Classified User requirements.
*NEW CLASSIFIED USER REQUIREMENTS*
Staff has been discussing some new requirements for our classified section. Please remember, as always, use of the classifieds is at the user's own risk.
On October 19th, 2015 Archery Talk will implement some new classified user requirements. 
First, a new user will have to wait two weeks before they will be able to start a classified ad. 
Second, a user must have at least 20 posts prior to starting a classified ad. This will go for all users, if you have been a user for two years and have 10 posts, you will not be allowed to start a classified thread until your post count is 20. 

*AT Administration*


----------



## survivalistd (Jun 26, 2017)

Welcome to AT....enjoy !!

Sent from my SM-N950U using Tapatalk


----------



## Braingasim (Oct 31, 2018)

Hi there, Welcome to the forums!


----------



## Cla (Nov 14, 2018)

Welcome


----------



## Room101 (Nov 25, 2018)

Welcome to an awesome forum. The 20 post rule is a bit funny though. It inspires a lot of posts like this one. Also, FYI, I noticed under the classified rules, it says you will have to wait until the next day after making your 20th post. Speaking of 20 posts...


----------



## ShawZaw (Jan 29, 2019)

I initially thought it was a dumb rule, but I'm also using the opportunity to fully understand the mechanics of using the ArcheryTalk and how to post, reply, etc. Maybe useful??


----------



## JW73496 (Feb 2, 2019)

I agree that I originally thought it was dumb but I do appreciate getting to learn how to use it. Nice work with the rule AT!


----------



## knr.metalworkz (Jan 28, 2019)

Hey, I'm a newbie too so welcome from central PA !

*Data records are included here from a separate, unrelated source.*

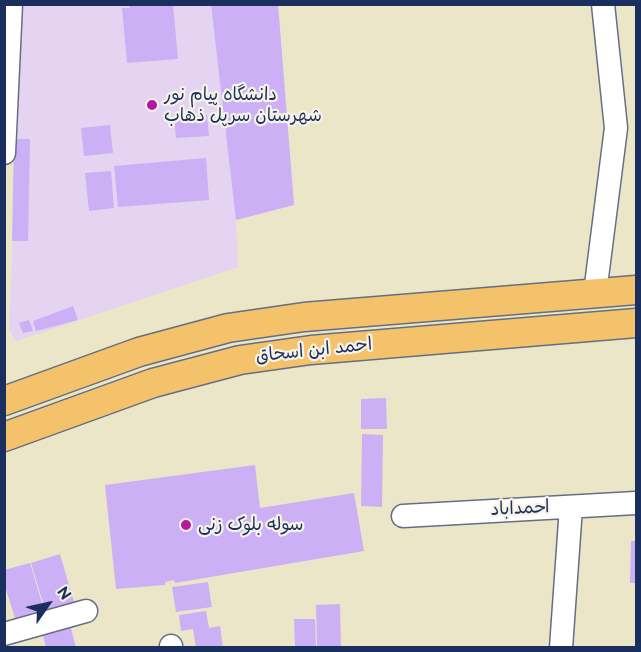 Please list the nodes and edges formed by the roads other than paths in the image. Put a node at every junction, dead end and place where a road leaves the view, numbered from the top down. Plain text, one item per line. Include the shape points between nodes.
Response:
1 (11, 4) edge
2 (603, 4) edge
3 (6, 56) edge
4 (626, 128) edge
5 (4, 153) edge
6 (595, 294) junction
7 (633, 307) edge
8 (4, 401) edge
9 (4, 437) edge
10 (636, 503) edge
11 (571, 507) junction
12 (403, 516) dead end
13 (86, 611) dead end
14 (4, 634) edge
15 (561, 648) edge

1 - 3 street
2 - 4 street
3 - 5 street
4 - 6 street
6 - 7 main road, احمد ابن اسحاق
6 - 8 main road, احمد ابن اسحاق via 315,316 228,328 139,352
7 - 9 main road, احمد ابن اسحاق via 240,360 153,383
10 - 11 street, احمداباد
11 - 12 street, احمداباد
11 - 15 street
13 - 14 street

Sent from my SM-N920V using Tapatalk


----------



## Bpstainback (Jan 18, 2019)

Does the 20 post rule apply to purchasing also? I registered several days ago and have been able to access the classifieds until now. I am getting a message stating, 20 post are required to view the page. Thanks


----------



## telereactor (Feb 1, 2019)

Welcome to AT. I’m trying to get to 20 as well.


----------



## Slowmo (Jun 28, 2018)

welcome


----------



## RamDaytona (Jan 29, 2019)

Welcome!!


----------



## blinn (Jun 21, 2015)

Room101 said:


> Welcome to an awesome forum. The 20 post rule is a bit funny though. It inspires a lot of posts like this one. Also, FYI, I noticed under the classified rules, it says you will have to wait until the next day after making your 20th post. Speaking of 20 posts...


Ha, too funny. I am doing the same thing. I probably should say the heck with it. Maybe I wouldn't spent as much money!


----------



## Bpstainback (Jan 18, 2019)

Thanks for the warm welcome. Working for the full 20


----------



## atvinton (Jan 9, 2019)

Now you have to write 20 posts before you can even see the classifieds. I wonder why that's being instituted, as I imagine a lot of people find their way to archery talk because of the classifieds and stick around when they discover the good info. Gonna mean fewer eyeballs.


----------



## Mbrownlee (Nov 8, 2018)

Welcome!


----------



## Brunswick (Jan 20, 2019)

Welcome!


----------



## RPG (Nov 20, 2018)

Can't wait to qualify for classifieds. Just bought my ideal bow on there and have to move the one I had!


----------



## IGluIt4U (Sep 22, 2004)

atvinton said:


> Now you have to write 20 posts before you can even see the classifieds. I wonder why that's being instituted, as I imagine a lot of people find their way to archery talk because of the classifieds and stick around when they discover the good info. Gonna mean fewer eyeballs.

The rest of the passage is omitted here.